# Draw with replacement

Imagin we have an urn, filled with numbered balls. We draw a number of these balls, but after each draw, we place the drawn ball back in the urn. How many different numbers will we have seen after a given number of draws?

To make this precise, imagine the urn contains $N$ balls, labeled with the numbers $0, 1, ..., N$. Let us refer to $N$ as the _urn size_. We draw $D$ balls, i.e. the _draw size_, but after every draw, we place the ball back in the urn. I.e. for each of the $D$ draws, we are effectively sampling from all of the $N$ balls. How many different numbers do we expect to have seen in a draw of size $D$? Let us call this quantity $U$, for the _unique numbers_ we see in the draw.

In [1]:
import numpy as np

## Setting urn and sample size

In [2]:
N = 5  # Urn size
D = 5  # Draw size

## A first implementation
Before trying to calculate how many different numbers we expect to see, let us write a function which performs the experiment a given number of times, and computes the average.

In [3]:
def compute_expected_sample_size(urn_size: int, draw_size: int, no_samples: int = 1_000) -> float:
    """Computes the expected sample size, given the urn size and sample size, by simulating the 
    experiment ``no_samples`` times."""
    # The urn is represented as a list of numbers 0, 1, ..., urn_size - 1
    urn = list(range(urn_size))
    
    # Run the experiment
    diff_numbers_in_sample = []
    for _ in range(int(no_samples)):
        sample = np.random.choice(urn, draw_size, replace=True)
        diff_numbers = len(set(sample))
        diff_numbers_in_sample.append(diff_numbers)
        
    # Compute and return mean
    return np.mean(diff_numbers_in_sample)    

In [4]:
# Let us run a single experiment
%time print(compute_expected_sample_size(N, D, 1000))

3.359
CPU times: user 25.5 ms, sys: 310 µs, total: 25.8 ms
Wall time: 22.2 ms


## Making it a bit faster

The code above is relatively slow. ~25 ms for 1000 samples (on the machine this is run on).
The main suspect for this is the sample generation in every loop. Luckily, ``np.random.choice`` 
allows to specify a multidimentisonal ``size``, which cab efficiently generate all the samples
at once.

In [5]:
def compute_expected_sample_size_fast(urn_size: int, draw_size: int, no_samples: int = 1_000) -> float:
    """Computes the expected sample size, given the urn size and sample size, by simulating the 
    experiment ``no_samples`` times."""
    # The urn is represented as a list of numbers 0, 1, ..., urn_size - 1
    urn = list(range(urn_size))
    
    # Run the experiment
    all_samples = np.random.choice(urn, (no_samples, draw_size), replace=True)
    
    # Compute length, return average
    def no_unique(arr: list) -> int:
        return len(set(arr))
    
    return np.mean(list(map(no_unique, all_samples)))

In [6]:
no_samples = 100000
N = 5
D = 5
%time print(compute_expected_sample_size(N, D, no_samples))
%time print(compute_expected_sample_size_fast(N, D, no_samples))

3.35977
CPU times: user 1.85 s, sys: 88.4 ms, total: 1.94 s
Wall time: 1.81 s
3.36104
CPU times: user 111 ms, sys: 0 ns, total: 111 ms
Wall time: 110 ms


## Analytical solution

The analytical solution can be found through a recursive formula. 

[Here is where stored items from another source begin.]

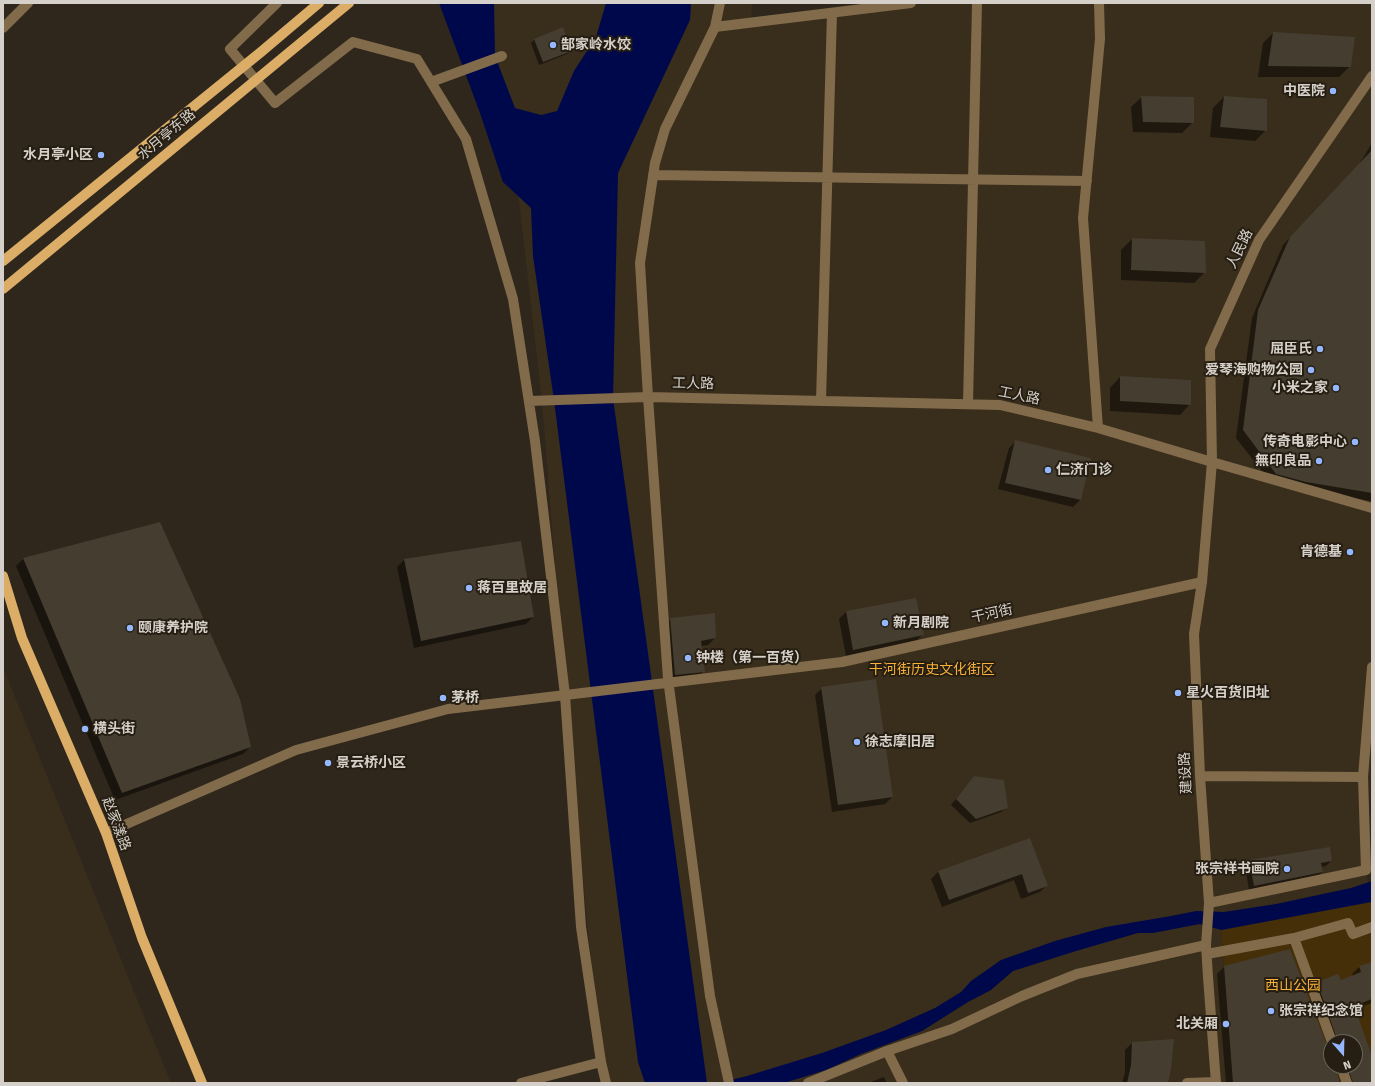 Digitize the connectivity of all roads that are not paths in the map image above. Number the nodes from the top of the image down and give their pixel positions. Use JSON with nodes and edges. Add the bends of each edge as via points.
{"nodes":[{"id":1,"x":28,"y":3,"type":"edge"},
{"id":2,"x":277,"y":3,"type":"edge"},
{"id":3,"x":319,"y":3,"type":"edge"},
{"id":4,"x":349,"y":3,"type":"edge"},
{"id":5,"x":720,"y":3,"type":"edge"},
{"id":6,"x":911,"y":3,"type":"edge"},
{"id":7,"x":977,"y":3,"type":"edge"},
{"id":8,"x":1099,"y":3,"type":"edge"},
{"id":9,"x":832,"y":13,"type":"junction"},
{"id":10,"x":715,"y":27,"type":"junction"},
{"id":11,"x":3,"y":28,"type":"edge"},
{"id":12,"x":502,"y":56,"type":"dead end"},
{"id":13,"x":244,"y":66,"type":"junction"},
{"id":14,"x":1372,"y":76,"type":"edge"},
{"id":15,"x":256,"y":80,"type":"junction"},
{"id":16,"x":432,"y":82,"type":"junction"},
{"id":17,"x":653,"y":175,"type":"junction"},
{"id":18,"x":828,"y":177,"type":"junction"},
{"id":19,"x":973,"y":179,"type":"junction"},
{"id":20,"x":1087,"y":180,"type":"junction"},
{"id":21,"x":3,"y":261,"type":"edge"},
{"id":22,"x":3,"y":289,"type":"edge"},
{"id":23,"x":643,"y":397,"type":"junction"},
{"id":24,"x":529,"y":401,"type":"junction"},
{"id":25,"x":821,"y":401,"type":"junction"},
{"id":26,"x":968,"y":404,"type":"junction"},
{"id":27,"x":1098,"y":428,"type":"junction"},
{"id":28,"x":1212,"y":462,"type":"junction"},
{"id":29,"x":1372,"y":508,"type":"edge"},
{"id":30,"x":3,"y":576,"type":"edge"},
{"id":31,"x":1202,"y":582,"type":"junction"},
{"id":32,"x":1372,"y":667,"type":"edge"},
{"id":33,"x":668,"y":683,"type":"junction"},
{"id":34,"x":569,"y":695,"type":"junction"},
{"id":35,"x":1200,"y":776,"type":"junction"},
{"id":36,"x":1363,"y":777,"type":"junction"},
{"id":37,"x":106,"y":833,"type":"junction"},
{"id":38,"x":1209,"y":903,"type":"junction"},
{"id":39,"x":1372,"y":927,"type":"edge"},
{"id":40,"x":1294,"y":938,"type":"junction"},
{"id":41,"x":1207,"y":950,"type":"junction"},
{"id":42,"x":1329,"y":1034,"type":"edge"},
{"id":43,"x":887,"y":1050,"type":"junction"},
{"id":44,"x":601,"y":1062,"type":"junction"},
{"id":45,"x":833,"y":1073,"type":"junction"},
{"id":46,"x":202,"y":1083,"type":"edge"},
{"id":47,"x":521,"y":1083,"type":"edge"},
{"id":48,"x":606,"y":1083,"type":"edge"},
{"id":49,"x":729,"y":1083,"type":"edge"},
{"id":50,"x":808,"y":1083,"type":"edge"},
{"id":51,"x":837,"y":1083,"type":"edge"},
{"id":52,"x":903,"y":1083,"type":"edge"},
{"id":53,"x":1187,"y":1083,"type":"edge"},
{"id":54,"x":1216,"y":1083,"type":"edge"}],
"edges":[{"from":1,"to":11,"type":"street"},
{"from":2,"to":13,"type":"street","via":[[230,49]]},
{"from":3,"to":13,"type":"main road","name":"水月亭东路"},
{"from":4,"to":15,"type":"main road","name":"水月亭东路"},
{"from":5,"to":10,"type":"street"},
{"from":6,"to":9,"type":"street"},
{"from":7,"to":19,"type":"street"},
{"from":8,"to":20,"type":"street","via":[[1100,39]]},
{"from":9,"to":10,"type":"street"},
{"from":9,"to":18,"type":"street"},
{"from":10,"to":17,"type":"street","via":[[665,129]]},
{"from":12,"to":16,"type":"street"},
{"from":13,"to":15,"type":"street"},
{"from":13,"to":21,"type":"main road","name":"水月亭东路"},
{"from":14,"to":28,"type":"street","name":"人民路","via":[[1259,240],[1210,349]]},
{"from":15,"to":16,"type":"street","via":[[275,103],[353,42],[417,59]]},
{"from":15,"to":22,"type":"main road","name":"水月亭东路"},
{"from":16,"to":24,"type":"street","via":[[466,139],[513,299]]},
{"from":17,"to":18,"type":"street"},
{"from":17,"to":23,"type":"street","via":[[640,263]]},
{"from":18,"to":19,"type":"street"},
{"from":18,"to":25,"type":"street"},
{"from":19,"to":20,"type":"street"},
{"from":19,"to":26,"type":"street"},
{"from":20,"to":27,"type":"street","via":[[1083,218]]},
{"from":23,"to":24,"type":"street","name":"工人路"},
{"from":23,"to":25,"type":"street","name":"工人路"},
{"from":23,"to":33,"type":"street"},
{"from":24,"to":34,"type":"street"},
{"from":25,"to":26,"type":"street","name":"工人路"},
{"from":26,"to":27,"type":"street","name":"工人路","via":[[1000,405]]},
{"from":27,"to":28,"type":"street","name":"工人路"},
{"from":28,"to":29,"type":"street","name":"工人路"},
{"from":28,"to":31,"type":"street","name":"建设路"},
{"from":30,"to":37,"type":"main road","name":"赵家漾路","via":[[22,638]]},
{"from":31,"to":33,"type":"street","name":"干河街","via":[[842,662]]},
{"from":31,"to":35,"type":"street","name":"建设路","via":[[1194,634]]},
{"from":32,"to":36,"type":"street"},
{"from":33,"to":34,"type":"street","name":"干河街"},
{"from":33,"to":49,"type":"street","via":[[710,996]]},
{"from":34,"to":37,"type":"street","name":"干河街","via":[[448,709],[296,750]]},
{"from":34,"to":44,"type":"street","via":[[581,927]]},
{"from":35,"to":36,"type":"street"},
{"from":35,"to":38,"type":"street","name":"建设路"},
{"from":36,"to":38,"type":"street","via":[[1366,870]]},
{"from":37,"to":46,"type":"main road","name":"赵家漾路","via":[[142,938]]},
{"from":38,"to":41,"type":"street","name":"建设路"},
{"from":39,"to":40,"type":"street","via":[[1353,934],[1348,923]]},
{"from":40,"to":41,"type":"street"},
{"from":40,"to":42,"type":"street"},
{"from":41,"to":43,"type":"street","via":[[1077,974],[1022,996],[952,1029]]},
{"from":41,"to":54,"type":"street","name":"建设路"},
{"from":43,"to":45,"type":"street"},
{"from":43,"to":52,"type":"street"},
{"from":44,"to":47,"type":"street"},
{"from":44,"to":48,"type":"street"},
{"from":45,"to":50,"type":"street"},
{"from":45,"to":51,"type":"street"},
{"from":53,"to":54,"type":"street"}]}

The expected value of the unique numbers for the $n$-th ball drawn $U_n$, given that we know how many 
unique numbers we know so far (i.e. we know $U_{n-1}$) is expressed as:

$$
\begin{align}
    \mathbb{E}\left[ U_{n} | U_{n - 1} \right]  
    & = \frac{U_{n-1}}{N}   U_{n-1} + \frac{N - U_{n-1}}{N}  (U_{n-1} + 1) \\[10 pt]
    & = U_{n-1} + \frac{N - U_{n-1}}{N}.
\end{align}
$$

After some handwaving, we can drop the expectation values (or rather add them at both sides of the equation), leading us to the following equation:

$$
U_{n} = U_{n-1} + \frac{N - U_{n-1}}{N}.
$$

Two observations allow to easily solve this equation: $U_0 = 0$, and $N$ is a fixed point of this recursion relation (i.e. if $U_{n-1} = N$, then also $U_n = N$). 
To solve the recursion relation, define:
$$
\tilde U_n \equiv U_n - N.
$$
Not that this definition recasts the variables as measuring "how far from the fixed point" they are.

The recursion relation then becomes easy to solve:

$$
\begin{align}
\tilde U_{n} + N  & = \left( \tilde U_{n-1} + N\right)  + \frac{N - \left(\tilde U_{n-1} + N \right)}{N} \\
& \Updownarrow \\
\tilde U_{n}  & = \frac{N - 1}{N} \tilde U_{n-1}   \\
& \Updownarrow \\
\tilde U_{n}  & = \left( \frac{N - 1}{N} \right)^n \;  \tilde U_{0}.
\end{align}
$$

Recasting this back in the original variables leads to:
$$
\begin{align}
 U_{n} - N & = \left( \frac{N - 1}{N} \right)^n \;  \left( U_{0} - N \right) \\[10 pt]
& \Updownarrow \quad (U_0 = 0) \\[10 pt]
 U_{n}  & = \left[1 - \left( \frac{N - 1}{N} \right)^n \right]  N . \\
\end{align}
$$


In [7]:
def compute_expected_sample_size_analytical(urn_size: int, draw_size: int) -> float:
    return (1 - ( (urn_size - 1) / urn_size  )**(draw_size)) * urn_size

In [45]:
no_samples = 1000
N = 10000
D = 100
print(compute_expected_sample_size_analytical(N, D))
%time print(compute_expected_sample_size_fast(N, D, no_samples))

99.50661308628095
99.522
CPU times: user 16.6 ms, sys: 109 µs, total: 16.7 ms
Wall time: 14.5 ms